■ Given data ■
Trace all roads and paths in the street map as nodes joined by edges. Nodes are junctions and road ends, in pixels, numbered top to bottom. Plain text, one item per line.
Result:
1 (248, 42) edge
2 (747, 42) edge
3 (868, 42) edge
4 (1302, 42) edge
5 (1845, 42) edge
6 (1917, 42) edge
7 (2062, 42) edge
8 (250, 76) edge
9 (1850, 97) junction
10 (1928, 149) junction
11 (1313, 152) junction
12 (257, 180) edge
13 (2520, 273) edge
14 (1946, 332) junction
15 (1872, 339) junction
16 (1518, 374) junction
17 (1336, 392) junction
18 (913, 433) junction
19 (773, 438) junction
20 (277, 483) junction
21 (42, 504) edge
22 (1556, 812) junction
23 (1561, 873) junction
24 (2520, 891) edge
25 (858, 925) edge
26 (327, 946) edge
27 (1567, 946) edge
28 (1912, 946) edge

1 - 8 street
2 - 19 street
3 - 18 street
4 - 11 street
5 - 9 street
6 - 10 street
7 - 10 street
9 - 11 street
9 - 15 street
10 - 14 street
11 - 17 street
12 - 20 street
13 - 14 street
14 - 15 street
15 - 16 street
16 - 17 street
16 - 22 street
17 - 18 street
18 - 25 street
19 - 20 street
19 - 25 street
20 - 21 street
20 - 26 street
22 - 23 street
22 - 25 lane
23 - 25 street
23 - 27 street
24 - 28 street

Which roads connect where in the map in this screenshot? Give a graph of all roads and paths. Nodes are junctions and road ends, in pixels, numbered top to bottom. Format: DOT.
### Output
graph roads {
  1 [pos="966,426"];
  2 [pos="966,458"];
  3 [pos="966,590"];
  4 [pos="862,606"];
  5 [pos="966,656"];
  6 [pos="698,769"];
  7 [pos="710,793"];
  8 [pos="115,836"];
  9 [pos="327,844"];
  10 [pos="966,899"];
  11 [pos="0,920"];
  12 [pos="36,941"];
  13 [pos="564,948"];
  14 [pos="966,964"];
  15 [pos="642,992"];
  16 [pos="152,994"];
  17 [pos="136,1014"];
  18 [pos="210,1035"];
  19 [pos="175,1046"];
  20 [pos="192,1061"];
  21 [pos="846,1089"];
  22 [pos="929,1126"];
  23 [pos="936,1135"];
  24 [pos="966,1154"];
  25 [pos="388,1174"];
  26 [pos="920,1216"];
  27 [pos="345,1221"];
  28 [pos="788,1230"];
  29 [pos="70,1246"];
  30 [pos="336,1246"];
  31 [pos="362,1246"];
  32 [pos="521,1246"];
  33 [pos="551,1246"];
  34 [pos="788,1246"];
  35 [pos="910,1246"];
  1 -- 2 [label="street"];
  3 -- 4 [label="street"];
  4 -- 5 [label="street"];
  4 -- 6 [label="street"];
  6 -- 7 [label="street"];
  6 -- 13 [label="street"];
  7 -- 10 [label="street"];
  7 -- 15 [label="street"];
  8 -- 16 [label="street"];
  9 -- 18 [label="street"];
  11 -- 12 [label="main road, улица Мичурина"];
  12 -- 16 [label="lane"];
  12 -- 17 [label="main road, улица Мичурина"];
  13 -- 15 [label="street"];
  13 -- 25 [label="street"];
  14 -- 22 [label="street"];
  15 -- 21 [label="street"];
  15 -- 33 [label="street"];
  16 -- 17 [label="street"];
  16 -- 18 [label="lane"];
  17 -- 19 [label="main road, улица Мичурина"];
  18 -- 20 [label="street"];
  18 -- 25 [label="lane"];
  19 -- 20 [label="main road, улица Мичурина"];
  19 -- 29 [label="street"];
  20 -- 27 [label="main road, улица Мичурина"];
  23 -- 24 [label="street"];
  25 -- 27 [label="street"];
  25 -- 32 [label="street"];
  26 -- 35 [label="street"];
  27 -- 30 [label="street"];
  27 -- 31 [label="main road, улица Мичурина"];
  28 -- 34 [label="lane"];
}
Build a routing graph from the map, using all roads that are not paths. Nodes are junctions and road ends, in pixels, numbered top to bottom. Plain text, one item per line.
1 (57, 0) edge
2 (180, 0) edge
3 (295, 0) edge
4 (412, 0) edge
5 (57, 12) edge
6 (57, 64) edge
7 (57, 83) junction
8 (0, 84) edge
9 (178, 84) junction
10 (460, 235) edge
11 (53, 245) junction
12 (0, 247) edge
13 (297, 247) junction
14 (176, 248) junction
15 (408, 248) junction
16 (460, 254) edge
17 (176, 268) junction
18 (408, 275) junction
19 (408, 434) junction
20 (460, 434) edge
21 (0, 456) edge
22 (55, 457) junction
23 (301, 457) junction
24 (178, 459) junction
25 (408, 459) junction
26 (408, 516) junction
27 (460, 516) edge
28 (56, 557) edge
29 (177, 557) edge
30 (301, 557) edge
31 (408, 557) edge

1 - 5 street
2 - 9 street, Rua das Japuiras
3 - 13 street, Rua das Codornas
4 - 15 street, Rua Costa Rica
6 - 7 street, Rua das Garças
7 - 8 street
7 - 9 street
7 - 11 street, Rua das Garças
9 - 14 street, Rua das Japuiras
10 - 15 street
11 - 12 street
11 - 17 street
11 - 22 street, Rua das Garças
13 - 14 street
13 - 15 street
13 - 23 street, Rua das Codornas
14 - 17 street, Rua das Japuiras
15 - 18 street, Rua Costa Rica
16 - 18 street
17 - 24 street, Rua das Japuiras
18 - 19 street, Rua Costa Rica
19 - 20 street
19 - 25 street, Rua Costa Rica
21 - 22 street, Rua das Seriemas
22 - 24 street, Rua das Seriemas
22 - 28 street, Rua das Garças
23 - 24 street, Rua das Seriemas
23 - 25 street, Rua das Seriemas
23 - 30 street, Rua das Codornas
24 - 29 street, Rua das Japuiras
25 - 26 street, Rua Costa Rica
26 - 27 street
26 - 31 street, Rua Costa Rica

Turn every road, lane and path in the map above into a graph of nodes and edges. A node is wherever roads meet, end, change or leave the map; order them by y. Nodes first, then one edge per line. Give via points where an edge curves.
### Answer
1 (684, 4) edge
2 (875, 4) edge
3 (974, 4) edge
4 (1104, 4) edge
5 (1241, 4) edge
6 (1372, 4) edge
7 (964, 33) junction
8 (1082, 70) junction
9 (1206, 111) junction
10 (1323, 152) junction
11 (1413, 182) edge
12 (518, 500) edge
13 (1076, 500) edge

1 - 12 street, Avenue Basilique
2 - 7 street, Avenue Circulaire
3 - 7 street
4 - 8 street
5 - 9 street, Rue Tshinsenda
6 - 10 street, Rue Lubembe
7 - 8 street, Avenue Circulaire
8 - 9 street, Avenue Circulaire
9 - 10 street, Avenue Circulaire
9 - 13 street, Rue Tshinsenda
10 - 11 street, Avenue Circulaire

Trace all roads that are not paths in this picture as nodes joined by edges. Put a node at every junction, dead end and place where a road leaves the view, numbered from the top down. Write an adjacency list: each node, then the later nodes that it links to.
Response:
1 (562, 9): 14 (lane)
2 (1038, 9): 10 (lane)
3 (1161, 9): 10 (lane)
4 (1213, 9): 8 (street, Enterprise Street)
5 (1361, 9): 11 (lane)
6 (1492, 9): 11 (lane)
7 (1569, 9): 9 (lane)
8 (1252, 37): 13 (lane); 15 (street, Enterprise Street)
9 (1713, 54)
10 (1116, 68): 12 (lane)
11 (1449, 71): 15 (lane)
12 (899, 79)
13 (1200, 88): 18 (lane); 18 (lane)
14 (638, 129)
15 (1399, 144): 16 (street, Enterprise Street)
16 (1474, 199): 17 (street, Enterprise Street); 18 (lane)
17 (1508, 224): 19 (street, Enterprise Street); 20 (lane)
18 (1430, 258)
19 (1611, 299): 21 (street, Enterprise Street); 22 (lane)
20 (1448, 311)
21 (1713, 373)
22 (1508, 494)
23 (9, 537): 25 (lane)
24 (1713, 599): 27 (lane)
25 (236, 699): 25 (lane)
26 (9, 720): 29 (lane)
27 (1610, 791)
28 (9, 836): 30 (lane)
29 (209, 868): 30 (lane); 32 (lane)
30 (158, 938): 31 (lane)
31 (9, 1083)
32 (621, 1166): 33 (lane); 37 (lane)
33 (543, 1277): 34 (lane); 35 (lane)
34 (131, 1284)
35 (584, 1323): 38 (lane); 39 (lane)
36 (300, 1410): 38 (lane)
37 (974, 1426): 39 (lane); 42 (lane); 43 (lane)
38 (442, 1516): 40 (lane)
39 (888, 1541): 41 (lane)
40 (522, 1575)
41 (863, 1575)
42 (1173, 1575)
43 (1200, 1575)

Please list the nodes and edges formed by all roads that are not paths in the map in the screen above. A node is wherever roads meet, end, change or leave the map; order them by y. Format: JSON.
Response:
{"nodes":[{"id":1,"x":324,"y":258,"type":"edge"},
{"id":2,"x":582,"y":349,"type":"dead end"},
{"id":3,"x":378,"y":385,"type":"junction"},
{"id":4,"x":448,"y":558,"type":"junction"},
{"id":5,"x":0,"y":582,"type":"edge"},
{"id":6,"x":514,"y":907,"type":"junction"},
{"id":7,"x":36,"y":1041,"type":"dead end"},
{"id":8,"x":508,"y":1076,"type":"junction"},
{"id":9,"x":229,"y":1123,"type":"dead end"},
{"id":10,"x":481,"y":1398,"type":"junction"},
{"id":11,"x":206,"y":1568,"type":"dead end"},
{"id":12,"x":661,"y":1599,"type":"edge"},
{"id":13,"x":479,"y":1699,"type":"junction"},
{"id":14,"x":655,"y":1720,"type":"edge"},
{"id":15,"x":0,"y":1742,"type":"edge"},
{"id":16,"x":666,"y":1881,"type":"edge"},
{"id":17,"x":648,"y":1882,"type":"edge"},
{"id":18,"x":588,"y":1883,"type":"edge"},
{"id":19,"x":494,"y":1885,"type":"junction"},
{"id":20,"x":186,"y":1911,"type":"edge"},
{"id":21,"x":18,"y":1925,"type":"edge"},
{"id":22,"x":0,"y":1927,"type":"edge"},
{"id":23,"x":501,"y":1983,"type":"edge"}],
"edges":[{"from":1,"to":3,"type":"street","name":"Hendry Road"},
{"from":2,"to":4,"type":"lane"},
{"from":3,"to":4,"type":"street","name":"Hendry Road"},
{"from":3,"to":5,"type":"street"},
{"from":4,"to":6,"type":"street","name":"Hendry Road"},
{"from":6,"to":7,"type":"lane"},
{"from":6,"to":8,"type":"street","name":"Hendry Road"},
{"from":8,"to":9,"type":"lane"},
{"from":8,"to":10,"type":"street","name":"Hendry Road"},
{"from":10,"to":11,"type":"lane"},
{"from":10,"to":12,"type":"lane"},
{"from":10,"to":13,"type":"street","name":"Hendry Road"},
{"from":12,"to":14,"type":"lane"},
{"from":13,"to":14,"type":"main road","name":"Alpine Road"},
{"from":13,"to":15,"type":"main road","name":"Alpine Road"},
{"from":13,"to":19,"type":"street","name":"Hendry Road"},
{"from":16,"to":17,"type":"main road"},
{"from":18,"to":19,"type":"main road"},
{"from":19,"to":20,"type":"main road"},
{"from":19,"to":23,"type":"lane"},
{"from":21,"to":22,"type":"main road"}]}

■ Your objective ■
Please state how many lines of the listing contain the string "Garças". Give only that number.

■ Result below ■
4